Overview

Ilum is a modular, open data lakehouse platform for Kubernetes and Apache Hadoop Yarn clusters. This page provides a technical overview of the platform's architecture, execution engines, catalogs, and integration ecosystem.

Platform Architecture

Core Components

Ilum is composed of three platform services that work together with a layered set of engines, catalogs, and data stores:

ilum-ui: React-based web frontend. Hosts the SQL Editor, Table Explorer, Lineage view, Workloads management, security administration, and the Modules registry.
ilum-core: The main backend service (Spring Boot WebFlux). Hosts the public REST API (/api/v1/...), job and cluster orchestration, multi-engine SQL execution, security, lineage capture, and gRPC/Kafka communication with running jobs.
ilum-api: A dedicated microservice for module management. Drives Helm-based install, upgrade, and disable of optional Ilum modules (Airflow, Jupyter, Trino, Superset, etc.) at runtime via cluster-scoped RBAC. Future releases will extend ilum-api with Model Context Protocol (MCP) capabilities and open APIs for third-party extension.

The platform supports both Python (PySpark) and Scala programming languages for batch and interactive workloads, plus first-class SQL across every supported engine.

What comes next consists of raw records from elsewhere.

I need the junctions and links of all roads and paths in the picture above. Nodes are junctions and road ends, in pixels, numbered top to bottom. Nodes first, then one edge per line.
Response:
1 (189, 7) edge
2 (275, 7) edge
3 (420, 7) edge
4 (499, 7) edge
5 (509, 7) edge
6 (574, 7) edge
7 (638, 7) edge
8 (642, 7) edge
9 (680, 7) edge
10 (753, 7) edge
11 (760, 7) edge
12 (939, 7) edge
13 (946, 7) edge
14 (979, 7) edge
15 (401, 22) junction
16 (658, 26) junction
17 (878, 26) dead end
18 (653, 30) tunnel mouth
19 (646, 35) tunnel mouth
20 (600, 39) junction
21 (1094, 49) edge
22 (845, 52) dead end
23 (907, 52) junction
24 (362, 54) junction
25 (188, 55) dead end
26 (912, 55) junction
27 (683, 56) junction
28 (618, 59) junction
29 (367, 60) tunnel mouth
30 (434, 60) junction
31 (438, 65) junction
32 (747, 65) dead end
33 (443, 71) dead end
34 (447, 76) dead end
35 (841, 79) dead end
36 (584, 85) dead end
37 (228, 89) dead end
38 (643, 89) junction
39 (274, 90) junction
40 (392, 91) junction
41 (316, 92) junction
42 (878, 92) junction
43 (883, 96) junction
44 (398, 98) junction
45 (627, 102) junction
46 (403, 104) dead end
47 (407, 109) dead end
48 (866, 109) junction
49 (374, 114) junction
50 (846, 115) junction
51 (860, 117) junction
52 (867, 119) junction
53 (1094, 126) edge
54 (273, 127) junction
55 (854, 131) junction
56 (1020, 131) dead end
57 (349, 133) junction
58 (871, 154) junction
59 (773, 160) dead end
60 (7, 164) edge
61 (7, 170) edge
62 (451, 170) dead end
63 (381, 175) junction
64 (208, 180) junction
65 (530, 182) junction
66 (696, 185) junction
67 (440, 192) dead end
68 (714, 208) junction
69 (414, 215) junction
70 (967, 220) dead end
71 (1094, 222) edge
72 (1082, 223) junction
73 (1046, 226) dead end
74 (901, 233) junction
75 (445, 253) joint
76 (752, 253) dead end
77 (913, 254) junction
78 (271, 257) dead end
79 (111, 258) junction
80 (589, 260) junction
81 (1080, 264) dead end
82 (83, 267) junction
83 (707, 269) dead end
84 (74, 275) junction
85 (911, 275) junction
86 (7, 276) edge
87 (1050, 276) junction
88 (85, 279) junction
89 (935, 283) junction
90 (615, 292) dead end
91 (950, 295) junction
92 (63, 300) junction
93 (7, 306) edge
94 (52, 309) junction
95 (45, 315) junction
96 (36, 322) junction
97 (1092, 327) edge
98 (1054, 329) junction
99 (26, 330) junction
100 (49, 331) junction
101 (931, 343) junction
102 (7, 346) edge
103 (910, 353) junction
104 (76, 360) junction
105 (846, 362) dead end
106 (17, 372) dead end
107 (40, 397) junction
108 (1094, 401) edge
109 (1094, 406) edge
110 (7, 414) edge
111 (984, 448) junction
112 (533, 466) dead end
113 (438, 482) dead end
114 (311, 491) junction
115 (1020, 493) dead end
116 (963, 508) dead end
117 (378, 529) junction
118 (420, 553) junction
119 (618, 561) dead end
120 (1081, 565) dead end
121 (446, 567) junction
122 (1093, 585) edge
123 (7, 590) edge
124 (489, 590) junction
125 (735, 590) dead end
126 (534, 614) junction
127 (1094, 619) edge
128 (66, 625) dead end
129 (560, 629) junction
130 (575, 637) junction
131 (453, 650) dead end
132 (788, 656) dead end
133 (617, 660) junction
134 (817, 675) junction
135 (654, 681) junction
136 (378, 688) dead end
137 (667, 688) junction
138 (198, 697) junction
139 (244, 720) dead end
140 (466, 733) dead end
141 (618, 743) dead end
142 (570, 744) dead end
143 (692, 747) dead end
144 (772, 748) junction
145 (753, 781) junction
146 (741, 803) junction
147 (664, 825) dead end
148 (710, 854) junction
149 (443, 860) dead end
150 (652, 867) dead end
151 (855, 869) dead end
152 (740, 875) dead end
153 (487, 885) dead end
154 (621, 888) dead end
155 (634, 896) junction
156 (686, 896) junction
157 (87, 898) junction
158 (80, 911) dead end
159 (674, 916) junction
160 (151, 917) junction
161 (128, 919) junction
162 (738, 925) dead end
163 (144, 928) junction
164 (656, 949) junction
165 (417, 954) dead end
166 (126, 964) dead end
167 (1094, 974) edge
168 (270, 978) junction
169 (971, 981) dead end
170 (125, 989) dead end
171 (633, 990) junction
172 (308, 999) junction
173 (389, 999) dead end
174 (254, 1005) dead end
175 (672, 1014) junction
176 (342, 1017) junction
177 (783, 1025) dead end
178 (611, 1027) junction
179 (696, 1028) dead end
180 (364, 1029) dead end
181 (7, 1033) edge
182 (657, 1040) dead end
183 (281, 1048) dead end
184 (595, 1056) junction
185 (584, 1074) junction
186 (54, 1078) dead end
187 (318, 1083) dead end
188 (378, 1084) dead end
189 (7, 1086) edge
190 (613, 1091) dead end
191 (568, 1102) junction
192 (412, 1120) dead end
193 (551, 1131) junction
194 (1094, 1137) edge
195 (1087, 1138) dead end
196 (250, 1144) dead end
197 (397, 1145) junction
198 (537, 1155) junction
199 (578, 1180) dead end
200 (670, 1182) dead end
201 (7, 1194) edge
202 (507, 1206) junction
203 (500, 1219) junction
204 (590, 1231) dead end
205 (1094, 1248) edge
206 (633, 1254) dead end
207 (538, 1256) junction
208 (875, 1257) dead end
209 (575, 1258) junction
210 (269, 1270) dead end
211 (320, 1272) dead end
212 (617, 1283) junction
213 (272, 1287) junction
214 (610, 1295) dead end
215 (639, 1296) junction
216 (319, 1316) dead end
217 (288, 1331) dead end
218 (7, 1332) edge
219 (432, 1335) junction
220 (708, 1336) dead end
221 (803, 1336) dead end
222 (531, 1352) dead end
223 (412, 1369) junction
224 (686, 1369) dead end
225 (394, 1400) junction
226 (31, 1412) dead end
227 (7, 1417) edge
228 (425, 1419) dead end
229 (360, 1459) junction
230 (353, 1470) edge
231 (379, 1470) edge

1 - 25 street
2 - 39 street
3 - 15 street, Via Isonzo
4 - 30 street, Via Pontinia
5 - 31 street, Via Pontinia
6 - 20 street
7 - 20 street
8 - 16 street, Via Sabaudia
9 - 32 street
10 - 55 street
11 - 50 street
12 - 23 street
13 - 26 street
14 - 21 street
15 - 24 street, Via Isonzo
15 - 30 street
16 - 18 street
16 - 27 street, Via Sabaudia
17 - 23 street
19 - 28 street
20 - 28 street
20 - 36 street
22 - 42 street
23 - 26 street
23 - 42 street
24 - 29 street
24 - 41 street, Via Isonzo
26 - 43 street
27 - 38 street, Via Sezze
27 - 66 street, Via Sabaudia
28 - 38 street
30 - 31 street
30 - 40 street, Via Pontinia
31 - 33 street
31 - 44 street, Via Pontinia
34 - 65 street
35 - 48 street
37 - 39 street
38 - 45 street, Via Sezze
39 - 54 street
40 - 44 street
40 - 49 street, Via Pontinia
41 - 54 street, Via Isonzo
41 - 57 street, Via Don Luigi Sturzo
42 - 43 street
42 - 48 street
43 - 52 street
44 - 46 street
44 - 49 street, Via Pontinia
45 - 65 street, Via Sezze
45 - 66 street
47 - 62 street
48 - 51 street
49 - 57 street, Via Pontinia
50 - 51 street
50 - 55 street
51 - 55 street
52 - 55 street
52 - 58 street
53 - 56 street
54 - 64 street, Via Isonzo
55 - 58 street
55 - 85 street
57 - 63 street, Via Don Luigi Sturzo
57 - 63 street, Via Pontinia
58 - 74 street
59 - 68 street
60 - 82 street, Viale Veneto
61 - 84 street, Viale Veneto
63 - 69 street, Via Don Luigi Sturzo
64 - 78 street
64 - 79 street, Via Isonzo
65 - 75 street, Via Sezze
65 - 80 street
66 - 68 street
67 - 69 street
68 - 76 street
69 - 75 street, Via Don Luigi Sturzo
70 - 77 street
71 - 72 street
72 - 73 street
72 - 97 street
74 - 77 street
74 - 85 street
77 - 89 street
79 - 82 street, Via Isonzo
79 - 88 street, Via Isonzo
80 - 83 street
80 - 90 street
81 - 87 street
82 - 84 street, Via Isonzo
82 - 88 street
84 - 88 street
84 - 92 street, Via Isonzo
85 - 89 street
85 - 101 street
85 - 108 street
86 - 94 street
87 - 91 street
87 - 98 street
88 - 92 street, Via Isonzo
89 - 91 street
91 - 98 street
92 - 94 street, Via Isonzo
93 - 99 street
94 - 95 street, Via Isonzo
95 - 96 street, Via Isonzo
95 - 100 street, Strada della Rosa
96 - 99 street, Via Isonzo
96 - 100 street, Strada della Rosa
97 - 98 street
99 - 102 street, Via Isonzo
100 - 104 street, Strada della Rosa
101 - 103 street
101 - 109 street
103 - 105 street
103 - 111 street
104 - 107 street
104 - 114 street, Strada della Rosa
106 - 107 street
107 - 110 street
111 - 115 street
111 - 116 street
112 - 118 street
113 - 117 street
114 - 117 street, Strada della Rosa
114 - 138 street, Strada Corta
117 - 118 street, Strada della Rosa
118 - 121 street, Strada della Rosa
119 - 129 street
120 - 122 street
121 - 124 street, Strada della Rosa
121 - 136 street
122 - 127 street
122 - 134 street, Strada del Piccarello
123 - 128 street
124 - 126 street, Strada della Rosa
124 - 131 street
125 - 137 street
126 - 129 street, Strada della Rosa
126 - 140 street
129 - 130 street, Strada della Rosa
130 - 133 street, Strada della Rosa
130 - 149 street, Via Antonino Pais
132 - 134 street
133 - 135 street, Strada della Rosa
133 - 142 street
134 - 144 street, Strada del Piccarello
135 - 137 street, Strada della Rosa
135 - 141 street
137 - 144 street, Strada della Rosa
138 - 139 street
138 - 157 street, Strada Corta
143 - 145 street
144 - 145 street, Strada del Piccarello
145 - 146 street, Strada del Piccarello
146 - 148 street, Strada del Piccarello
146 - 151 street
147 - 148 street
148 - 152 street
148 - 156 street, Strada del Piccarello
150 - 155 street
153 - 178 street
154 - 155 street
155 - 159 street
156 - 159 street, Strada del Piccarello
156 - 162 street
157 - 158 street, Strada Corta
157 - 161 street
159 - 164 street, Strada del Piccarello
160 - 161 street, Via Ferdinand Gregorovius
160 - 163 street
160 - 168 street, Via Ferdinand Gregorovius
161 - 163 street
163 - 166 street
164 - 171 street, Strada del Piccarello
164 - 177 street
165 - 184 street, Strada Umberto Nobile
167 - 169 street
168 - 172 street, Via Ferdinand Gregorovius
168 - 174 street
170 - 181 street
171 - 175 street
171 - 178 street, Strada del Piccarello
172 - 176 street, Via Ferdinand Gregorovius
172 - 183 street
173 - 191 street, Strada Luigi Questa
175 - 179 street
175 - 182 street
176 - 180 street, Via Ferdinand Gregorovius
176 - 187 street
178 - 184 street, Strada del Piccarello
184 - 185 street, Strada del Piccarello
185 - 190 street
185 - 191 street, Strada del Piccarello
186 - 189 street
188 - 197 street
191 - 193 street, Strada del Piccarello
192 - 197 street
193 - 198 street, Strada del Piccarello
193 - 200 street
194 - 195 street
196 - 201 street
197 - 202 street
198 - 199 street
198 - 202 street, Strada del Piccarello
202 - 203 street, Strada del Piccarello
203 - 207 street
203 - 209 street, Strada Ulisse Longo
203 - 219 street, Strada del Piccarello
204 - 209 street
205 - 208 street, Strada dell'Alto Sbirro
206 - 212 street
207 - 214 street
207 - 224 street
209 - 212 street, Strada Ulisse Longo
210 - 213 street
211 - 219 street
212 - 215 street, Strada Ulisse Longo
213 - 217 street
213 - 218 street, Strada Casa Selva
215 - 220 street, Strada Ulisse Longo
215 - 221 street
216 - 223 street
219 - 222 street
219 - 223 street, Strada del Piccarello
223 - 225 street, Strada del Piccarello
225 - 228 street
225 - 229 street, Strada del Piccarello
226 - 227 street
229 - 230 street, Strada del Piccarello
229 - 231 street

Ilum dashboard with Spark job analytics, executor metrics, and runtime statistics

Execution Engines

Ilum exposes execution as a multi-engine surface fronted by the Apache Kyuubi SQL gateway. Each engine has a clear sweet spot:

Apache Spark: Large-scale ETL, machine learning pipelines, and any workload that benefits from distributed processing across many executors.
Trino: Interactive analytics across federated data sources, with fast response times on medium-to-large datasets.
DuckDB: Single-node analytics on small-to-medium data, ideal for ad-hoc exploration and DuckLake-managed tables.
Apache Flink: Low-latency stream processing.

The automatic engine router selects the appropriate engine based on data size, workload type, and locality. Manual override is available for every query and job through the Engine Selector in the SQL Editor and the engine field on the API.

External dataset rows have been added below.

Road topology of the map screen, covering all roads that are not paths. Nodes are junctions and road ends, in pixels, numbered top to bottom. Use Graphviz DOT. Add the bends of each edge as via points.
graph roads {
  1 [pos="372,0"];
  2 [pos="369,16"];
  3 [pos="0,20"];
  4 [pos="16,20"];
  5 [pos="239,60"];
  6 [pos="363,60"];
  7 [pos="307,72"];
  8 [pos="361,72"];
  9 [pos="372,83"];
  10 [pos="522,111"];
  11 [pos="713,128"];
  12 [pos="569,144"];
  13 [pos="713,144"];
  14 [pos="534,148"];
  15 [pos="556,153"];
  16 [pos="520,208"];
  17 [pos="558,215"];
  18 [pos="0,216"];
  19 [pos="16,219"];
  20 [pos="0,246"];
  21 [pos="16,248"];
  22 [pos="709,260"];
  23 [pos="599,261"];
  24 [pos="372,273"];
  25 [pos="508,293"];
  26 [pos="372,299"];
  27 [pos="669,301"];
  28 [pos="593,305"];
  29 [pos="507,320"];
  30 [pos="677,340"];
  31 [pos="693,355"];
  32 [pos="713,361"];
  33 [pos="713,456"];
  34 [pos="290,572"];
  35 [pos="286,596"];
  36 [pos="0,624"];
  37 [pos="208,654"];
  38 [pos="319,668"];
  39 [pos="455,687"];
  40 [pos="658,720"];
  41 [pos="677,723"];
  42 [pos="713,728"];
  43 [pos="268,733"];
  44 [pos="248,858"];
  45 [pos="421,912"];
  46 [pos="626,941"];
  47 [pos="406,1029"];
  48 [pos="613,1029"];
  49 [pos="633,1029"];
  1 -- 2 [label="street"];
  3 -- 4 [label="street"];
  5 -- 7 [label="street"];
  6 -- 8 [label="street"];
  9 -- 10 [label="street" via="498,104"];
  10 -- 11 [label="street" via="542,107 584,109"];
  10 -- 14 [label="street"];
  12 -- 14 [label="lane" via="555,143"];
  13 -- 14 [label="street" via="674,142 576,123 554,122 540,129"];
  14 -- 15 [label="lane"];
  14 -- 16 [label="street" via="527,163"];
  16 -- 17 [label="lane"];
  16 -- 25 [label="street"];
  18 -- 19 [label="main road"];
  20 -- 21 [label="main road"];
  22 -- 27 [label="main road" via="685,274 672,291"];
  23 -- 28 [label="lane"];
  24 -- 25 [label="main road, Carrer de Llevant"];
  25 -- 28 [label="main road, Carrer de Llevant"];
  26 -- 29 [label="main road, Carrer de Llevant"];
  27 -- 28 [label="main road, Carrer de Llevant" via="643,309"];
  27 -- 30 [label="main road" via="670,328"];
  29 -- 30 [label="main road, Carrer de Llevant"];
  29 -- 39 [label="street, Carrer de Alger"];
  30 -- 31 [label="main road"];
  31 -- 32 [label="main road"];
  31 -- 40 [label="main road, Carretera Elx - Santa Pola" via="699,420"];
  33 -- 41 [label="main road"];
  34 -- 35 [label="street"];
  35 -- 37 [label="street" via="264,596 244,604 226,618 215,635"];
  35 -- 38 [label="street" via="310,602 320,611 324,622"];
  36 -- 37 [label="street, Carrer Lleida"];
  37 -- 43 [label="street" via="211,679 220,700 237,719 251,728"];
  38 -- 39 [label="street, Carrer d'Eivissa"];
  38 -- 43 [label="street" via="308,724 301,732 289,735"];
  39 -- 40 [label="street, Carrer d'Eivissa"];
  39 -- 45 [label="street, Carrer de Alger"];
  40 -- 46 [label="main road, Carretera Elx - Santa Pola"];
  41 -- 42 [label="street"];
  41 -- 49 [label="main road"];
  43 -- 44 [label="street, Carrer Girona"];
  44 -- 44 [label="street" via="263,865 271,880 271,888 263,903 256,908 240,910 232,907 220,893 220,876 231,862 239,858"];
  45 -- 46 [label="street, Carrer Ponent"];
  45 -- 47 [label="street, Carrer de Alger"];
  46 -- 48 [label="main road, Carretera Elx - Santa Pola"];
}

Learn more: Execution Engines, Apache Kyuubi SQL Gateway, SQL Editor

Open Lakehouse and Catalogs

Ilum is a true open lakehouse: tables defined once are usable from every engine, addressed through any of four catalog backends.

Table formats (ACID, schema evolution, time travel):

Delta Lake: ACID transactions, time travel, schema evolution.
Apache Iceberg: Partition evolution, hidden partitioning, large-scale analytics.
Apache Hudi: Record-level upserts, incremental processing.

Catalog backends (selectable per workload):

Hive Metastore (default-on): Centralized metadata compatible with every engine.
Project Nessie: Git-style branching and version control for Iceberg tables.
Unity Catalog: Databricks-compatible governance and access control.
DuckLake (default-on): DuckDB-native catalog for local-first analytics.

The Ilum Tables abstraction lets you read and write Delta, Iceberg, and Hudi from Spark using identical code.

Learn more: Catalogs, Ilum Tables, Table Explorer

Data Layer

Ilum maintains its own metadata and persistence on either of two supported backends:

PostgreSQL (primary, recommended): Reactive access via R2DBC; jOOQ-generated SQL DSL. Default for new installations.
MongoDB (legacy, still supported): Available for existing deployments. Migration tooling ships with the platform (M001 through M009 migration scripts).

Object storage is handled through pluggable connectors: RustFS (bundled default), MinIO (bundled, opt-in), S3 (AWS and any S3-compatible service), GCS, Azure Blob (WASBS), and HDFS. For provider selection and the migration playbook, refer to Object Storage in Ilum.

Learn more: Migration: PostgreSQL backend, Cluster Storages

Communication Layer

Ilum supports two communication patterns between running jobs and the platform service:

gRPC (default):

Direct connections between ilum-core and Spark, Trino, or Flink jobs.
No message broker required.
Recommended for single-instance deployments and development.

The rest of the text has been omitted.